Eva B. : "Wir haben nicht gelebt"


"Wir sind nach Braunschweig gekommen in einen Stall früher für Pferde, das konnte man merken. Von den Ringen an den Wänden. Am Boden war eine dünne Schicht Stroh. (...) Man hat uns erklärt, dass wir Trümmer wegräumen werden. Auf der Baustelle wo wir arbeiteten, dass war in der Innenstadt, ganz zerstörte Straßen. Und wir wurden von Zivilisten bewacht. Im Lager und als wir durch die Stadt gingen, wurden wir von SS-Leuten begleitet (...) Alles was uns fehlte, was uns gestört hat, das war die Begegnung mit der normalen Lebensweise der anderen. Der Bewohner von Braunschweig (...) Jeden Tag sind wir zweimal durchgegangen in der Mitte der Straße. Eine Kolonne in 5er- Reihen. Magere, kranke, schmutzige Frauen in Lumpen. Am Trottoir haben die anständig angezogenen, normalen Bürger [gestanden]. Die gelebt haben, wie man lebt. Wir haben nicht gelebt. Das war kein Leben.

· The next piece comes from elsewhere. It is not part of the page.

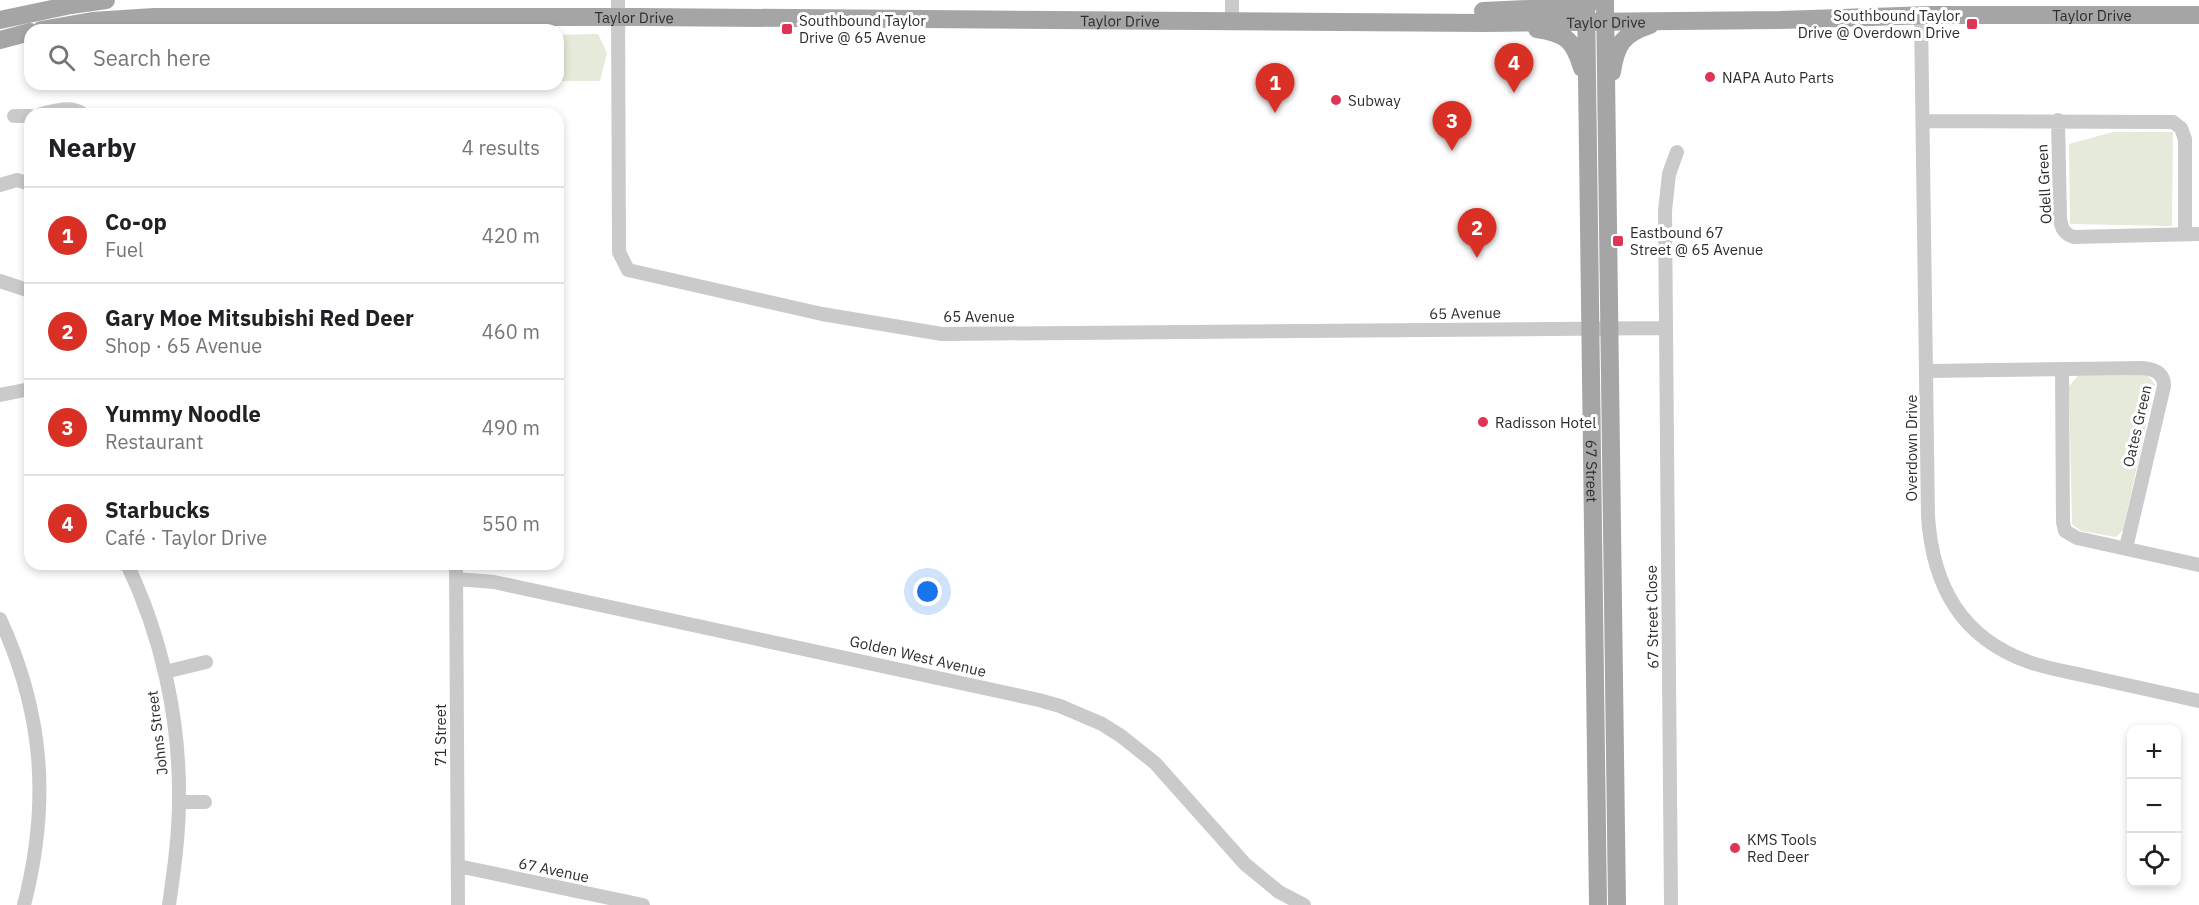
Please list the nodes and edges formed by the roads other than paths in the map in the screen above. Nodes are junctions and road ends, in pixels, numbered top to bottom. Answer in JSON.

Als sie uns bemerkt haben, was sie da gedacht haben, das ist eine Frage, die mich schon 53 Jahre quält. Was haben sie gedacht."

  • Sicht eines Anwohners
  • In dem folgenden Bericht geht Eva B. genauer auf die Umstände des Lageralltags, die Situation im zerstörten Braunschweig und ihre Erinnerungen an zwischenmenschliche Erlebnisse ein:

    Zwei Monate habe ich als Häftling in Braunschweig verbracht. Das war im Winter 1944/45, vom 18. Dezember 1944 bis 21. Februar 1945. (...) Im April 1944 wurde ich nach Auschwitz verschleppt und dort habe ich 6 Monate verbracht.(...) Unter den Lagern, in welchen ich nach Auschwitz war, hat Braunschweig mich außerordentlich beeindruckt. In Braunschweig war ich vom Leben, einem normalen Leben (verhältnismäßig normalen!) nicht völlig isoliert. Da haben wir die Gelegenheit gehabt, zu sehen, daß es noch Straßen gibt, freie Bürger, Frauen die einkaufen gehen, Kinder die die Schule besuchen, daß es schöne Häuse gibt, Läden, Auslagen, Restaurants, Villen mit Gärten. Das waren Szenen aus einem früheren Leben, als auch wir noch unsere Heime, Eltern, saubere Kleider, Bücher gahabt haben. Warm angezogen, satt und zufrieden...(...) Unsere Unterkunft war ein zweiteiliger Stall. (...) Unsere Arbeit war Trümmerbeseitigung. Jeden Morgen sind wir sehr zeitig aufgestanden. Unsere "Betten" - Betonboden mit einer dünnen Schicht Stroh, voll von Läusen und Schmutz. Wochenlang kein Wasser zum Waschen! (...) Nach dem Frühstück, schwarze Flüssigkeit - die Kaffee genannt wurde - gingen wir in Fünferreihen in der Mitte der Straße zur Baustelle. Das war ein Teil der Stadt, völlig von den Bomben ruiniert, in Trümmern.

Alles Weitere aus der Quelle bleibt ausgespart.